Em abril, o Órgão Especial do TJMT havia rejeitado a Ação Direta de Inconstitucionalidade (ADI) movida pelo partido contra a Lei nº 12.505/2024, que regulamenta a destinação das verbas. O colegiado entendeu que, ao contrário da norma anterior que foi anulada, a nova lei não especifica beneficiários e prevê que os repasses sejam feitos às cadeias produtivas por meio de associações de produtores.
O PT tentou recorrer ao Supremo Tribunal Federal (STF), alegando que, apesar da nova redação, as mesmas entidades continuariam sendo favorecidas e que os critérios previstos são genéricos. No entanto, a desembargadora considerou que o recurso não poderia ser admitido.

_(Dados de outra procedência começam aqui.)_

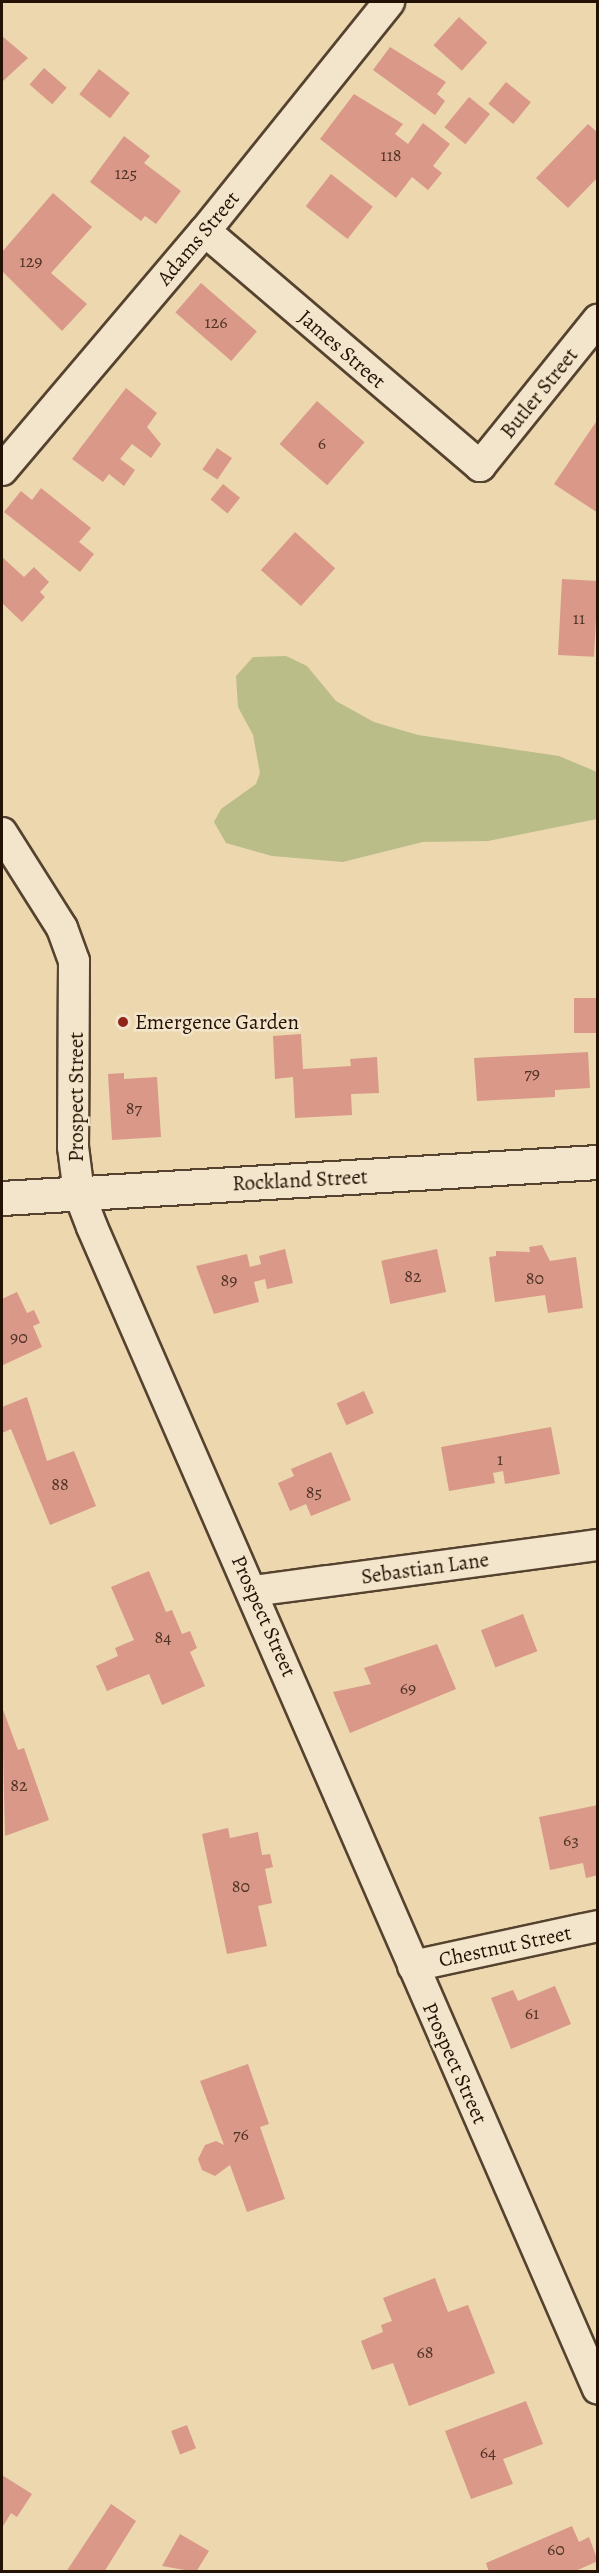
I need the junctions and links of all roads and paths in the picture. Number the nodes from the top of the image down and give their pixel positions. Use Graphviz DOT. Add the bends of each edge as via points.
graph roads {
  1 [pos="389,2"];
  2 [pos="205,231"];
  3 [pos="597,320"];
  4 [pos="480,466"];
  5 [pos="2,470"];
  6 [pos="2,833"];
  7 [pos="597,1162"];
  8 [pos="79,1193"];
  9 [pos="2,1198"];
  10 [pos="597,1545"];
  11 [pos="253,1591"];
  12 [pos="597,1926"];
  13 [pos="413,1966"];
  14 [pos="587,2339"];
  15 [pos="597,2389"];
  1 -- 2 [label="street, Adams Street"];
  2 -- 4 [label="street, James Street"];
  2 -- 5 [label="street, Adams Street"];
  3 -- 4 [label="street, Butler Street"];
  6 -- 8 [label="street, Prospect Street" via="62,928 74,962 73,1147"];
  7 -- 8 [label="street, Rockland Street"];
  8 -- 9 [label="street, Rockland Street"];
  8 -- 11 [label="street, Prospect Street"];
  10 -- 11 [label="street, Sebastian Lane"];
  11 -- 13 [label="street, Prospect Street"];
  12 -- 13 [label="street, Chestnut Street"];
  13 -- 14 [label="street, Prospect Street"];
  14 -- 15 [label="street, Prospect Street"];
}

Nilza Maria apontou que o partido não apresentou embargos de declaração após o julgamento do Órgão Especial, deixando de questionar os supostos vícios naquele momento. Como as alegações não foram debatidas pelo colegiado, não podem ser apreciadas em recurso extraordinário.
Segundo a magistrada, a revisão da decisão exigiria reexame de provas, procedimento que não é permitido em recurso ao STF. Ela destacou ainda que não cabe recurso extraordinário quando há ofensa a direito local, conforme previsto na Súmula 280 da Corte.
Com isso, segue válida a decisão do TJMT que manteve os repasses do Fethab às entidades do setor produtivo.